Credit Review Office has no powers to force banks
A state body set up to support small businesses refused loans has no powers to force banks to overturn decisions, it was disclosed today.
Firms will also have to pay a minimum of €100 to have their case reviewed.
Finance houses facing lending checks are covered by the National Asset Management Agency (Nama) - Allied Irish Banks, Bank of Ireland, EBS, Anglo Irish Bank and Irish Nationwide.
Despite having no statutory powers Credit Review Office chief John Trethowan claimed that banks would more than likely accept his rulings.
"The Minister has appointed me, and obviously he has a bit of influence at the moment as being the major shareholder (in the banks)," Mr Trethowan said.
The former banker said both AIB and Bank of Ireland have been working to help set the independent Credit Review body up.
"So if the credit reviewers and myself come up with the opinion that a credit is safe, I am pretty sure that the banks will be minded to listen to what I'm saying," he said.
The Irish Small and Medium Enterprises Association said 55pc of businesses had been refused loans in the first three months of the year.
Mark Fielding, chief executive, said the body would help put pressure on the banks.
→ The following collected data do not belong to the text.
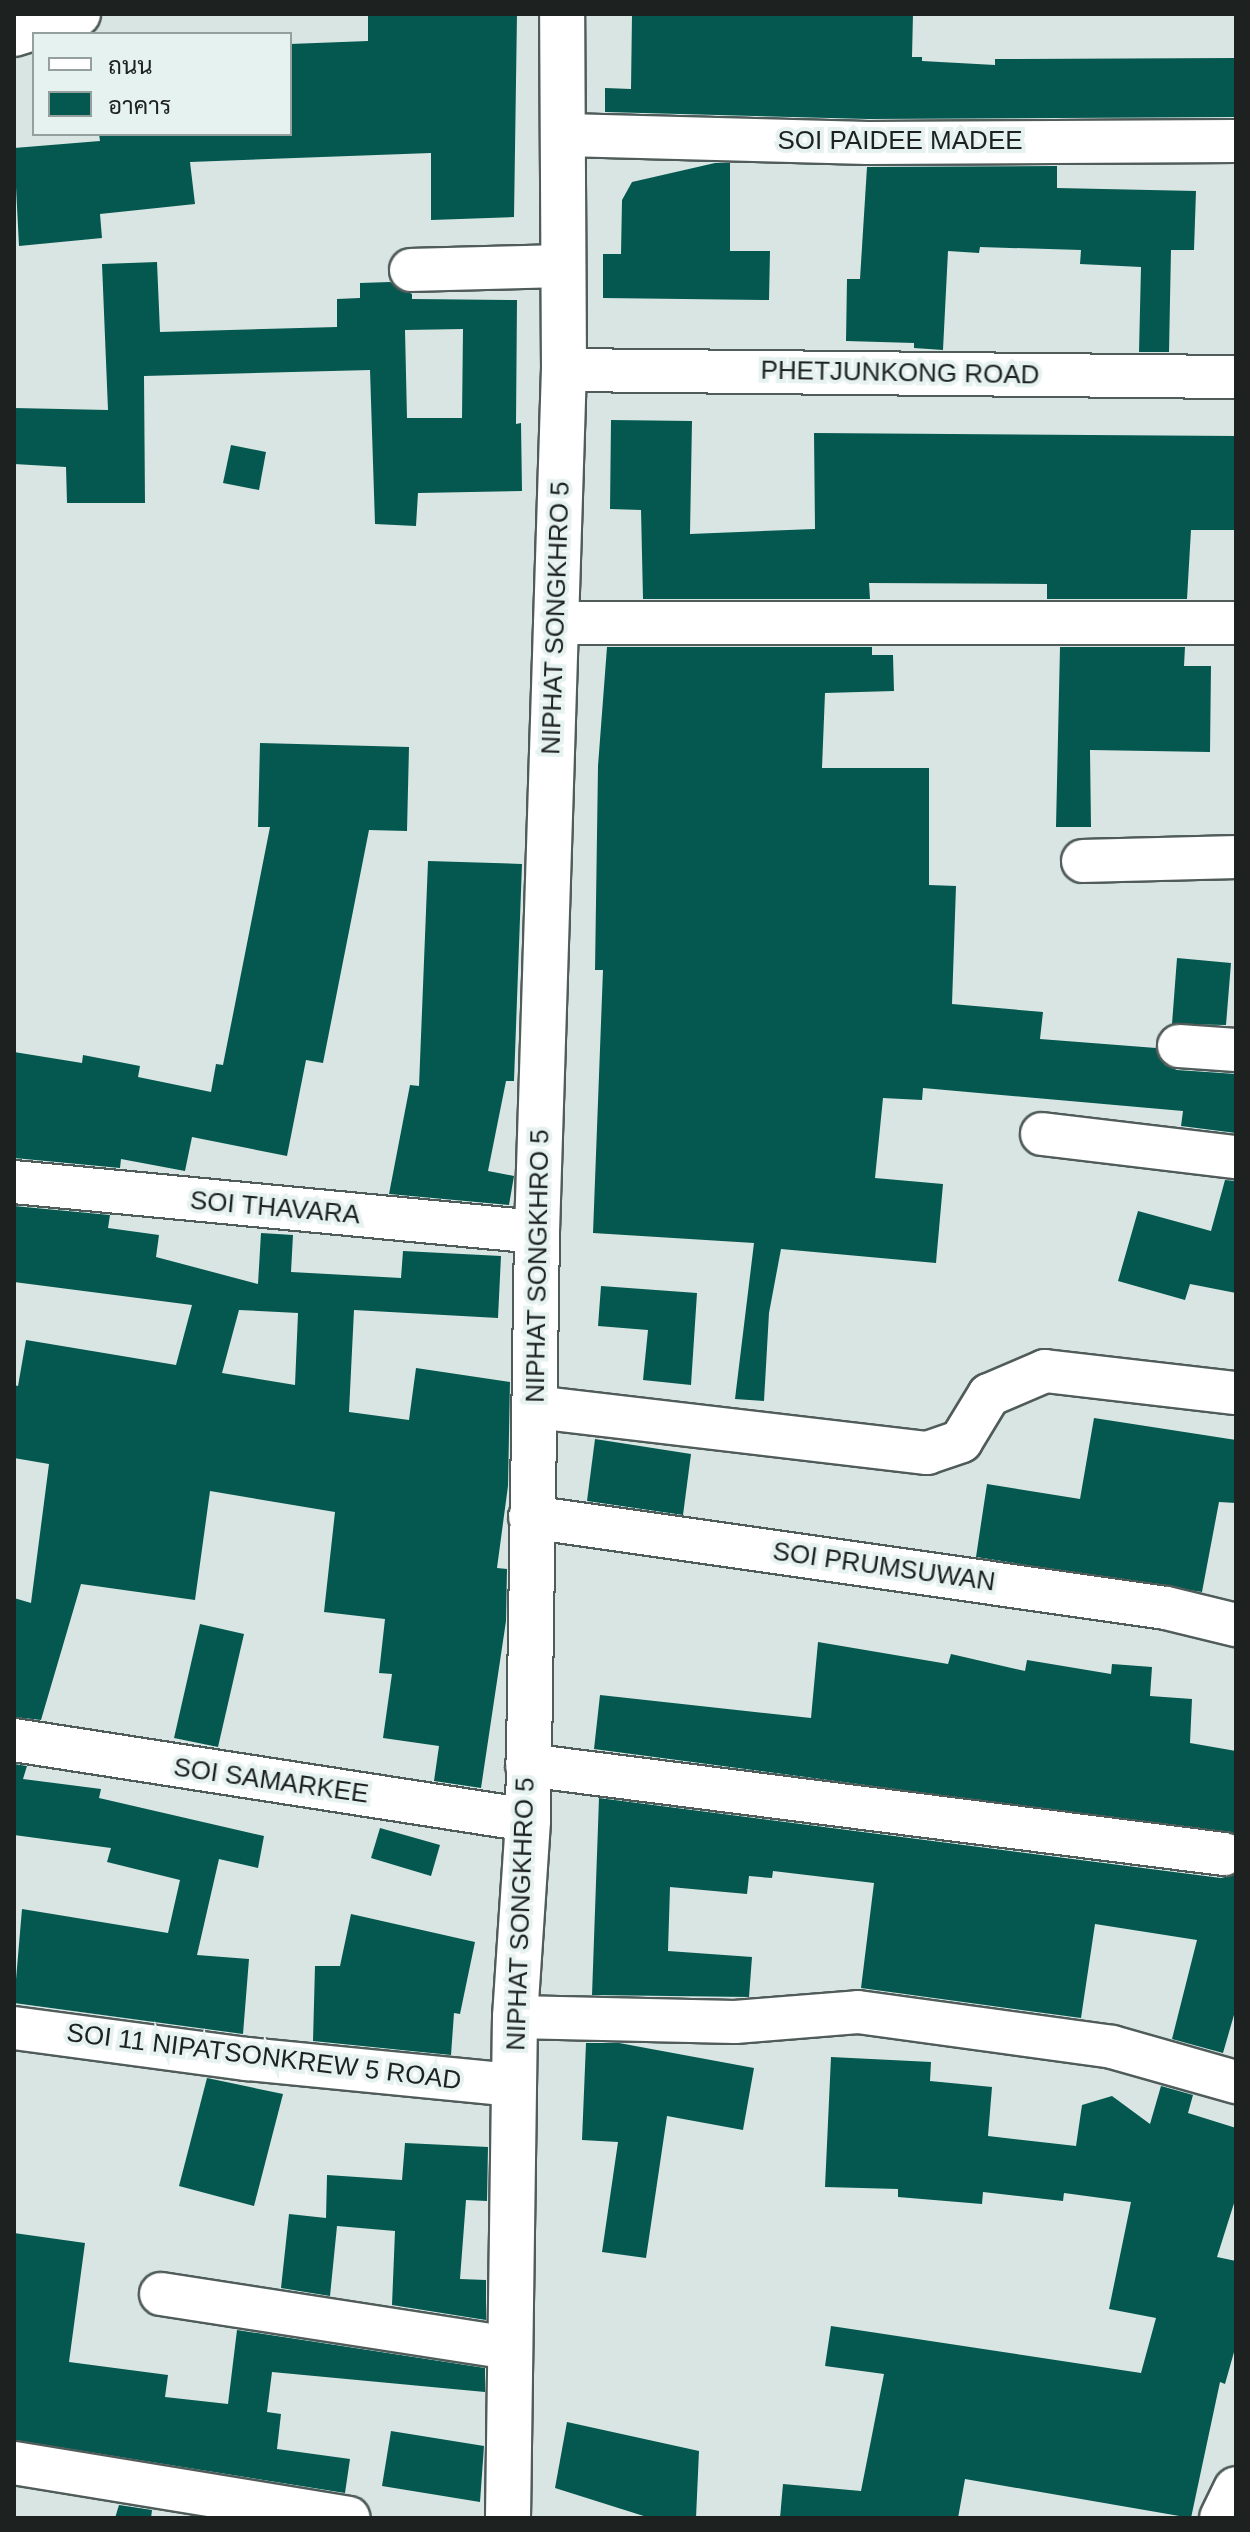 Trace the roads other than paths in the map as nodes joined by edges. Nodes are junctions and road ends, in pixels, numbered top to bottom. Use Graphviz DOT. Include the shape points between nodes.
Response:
graph roads {
  1 [pos="78,14"];
  2 [pos="562,14"];
  3 [pos="14,34"];
  4 [pos="565,135"];
  5 [pos="1236,141"];
  6 [pos="561,266"];
  7 [pos="411,270"];
  8 [pos="564,370"];
  9 [pos="1236,377"];
  10 [pos="555,623"];
  11 [pos="1236,623"];
  12 [pos="1236,857"];
  13 [pos="1083,861"];
  14 [pos="1179,1046"];
  15 [pos="1236,1050"];
  16 [pos="1042,1134"];
  17 [pos="1236,1157"];
  18 [pos="14,1182"];
  19 [pos="537,1232"];
  20 [pos="1236,1393"];
  21 [pos="535,1407"];
  22 [pos="530,1517"];
  23 [pos="1236,1625"];
  24 [pos="14,1740"];
  25 [pos="527,1765"];
  26 [pos="528,1820"];
  27 [pos="1224,1854"];
  28 [pos="515,2017"];
  29 [pos="14,2028"];
  30 [pos="1236,2082"];
  31 [pos="514,2085"];
  32 [pos="161,2294"];
  33 [pos="510,2348"];
  34 [pos="14,2463"];
  35 [pos="1236,2489"];
  36 [pos="349,2518"];
  37 [pos="508,2518"];
  38 [pos="1222,2518"];
  1 -- 3 [label="street"];
  2 -- 4 [label="street, NIPHAT SONGKHRO 5"];
  4 -- 5 [label="street, SOI PAIDEE MADEE" via="868,143"];
  4 -- 6 [label="street, NIPHAT SONGKHRO 5"];
  6 -- 7 [label="street"];
  6 -- 8 [label="street, NIPHAT SONGKHRO 5"];
  8 -- 9 [label="street, PHETJUNKONG ROAD"];
  8 -- 10 [label="street, NIPHAT SONGKHRO 5"];
  10 -- 11 [label="street"];
  10 -- 19 [label="street, NIPHAT SONGKHRO 5"];
  12 -- 13 [label="street"];
  14 -- 15 [label="street"];
  16 -- 17 [label="street"];
  18 -- 19 [label="street, SOI THAVARA"];
  19 -- 21 [label="street, NIPHAT SONGKHRO 5"];
  20 -- 21 [label="street" via="1045,1371 989,1395 961,1441 927,1453"];
  21 -- 22 [label="street, NIPHAT SONGKHRO 5"];
  22 -- 23 [label="street, SOI PRUMSUWAN" via="1166,1608"];
  22 -- 25 [label="street, NIPHAT SONGKHRO 5"];
  24 -- 26 [label="street, SOI SAMARKEE"];
  25 -- 26 [label="street, NIPHAT SONGKHRO 5"];
  25 -- 27 [label="street"];
  26 -- 28 [label="street, NIPHAT SONGKHRO 5"];
  28 -- 30 [label="street" via="735,2022 858,2012 1112,2047"];
  28 -- 31 [label="street, NIPHAT SONGKHRO 5"];
  29 -- 31 [label="street, SOI 11 NIPATSONKREW 5 ROAD" via="247,2059"];
  31 -- 33 [label="street, NIPHAT SONGKHRO 5"];
  32 -- 33 [label="street"];
  33 -- 37 [label="street, NIPHAT SONGKHRO 5"];
  34 -- 36 [label="street"];
  35 -- 38 [label="street"];
}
"It's another piece in the jigsaw. I can't see very many refusals being overturned by the review body," he said.
"But it has the ear of the Minister. I think probably the best we can get out of this is that it is on the shoulder of the banks.
"The banks will have to be very careful to make sure they go through the full rigours when looking at a loan application now."
Mr Trethowan said he had no statutory powers because it was up to the Banks' boards to decide what was placed on their balance books.
The process covers all applications for new loans from €1,000 to €250,000, with a maximum processing charge of €250.
Banks refusing credit who reject the body's opinion will have to explain why they have turned down the loan.
Six expert former bankers, drawn from the ranks of National Irish Bank and Ulster Bank, will act as reviewers.
Mr Trethowan said he would be compiling a report for the Finance Minister every three months and would highlight any bank too strict with its lending.
The Credit Review Office was set up in the wake of December's Budget and is designed to ensure small and medium sized enterprises, as well as sole traders and farmers, can get credit.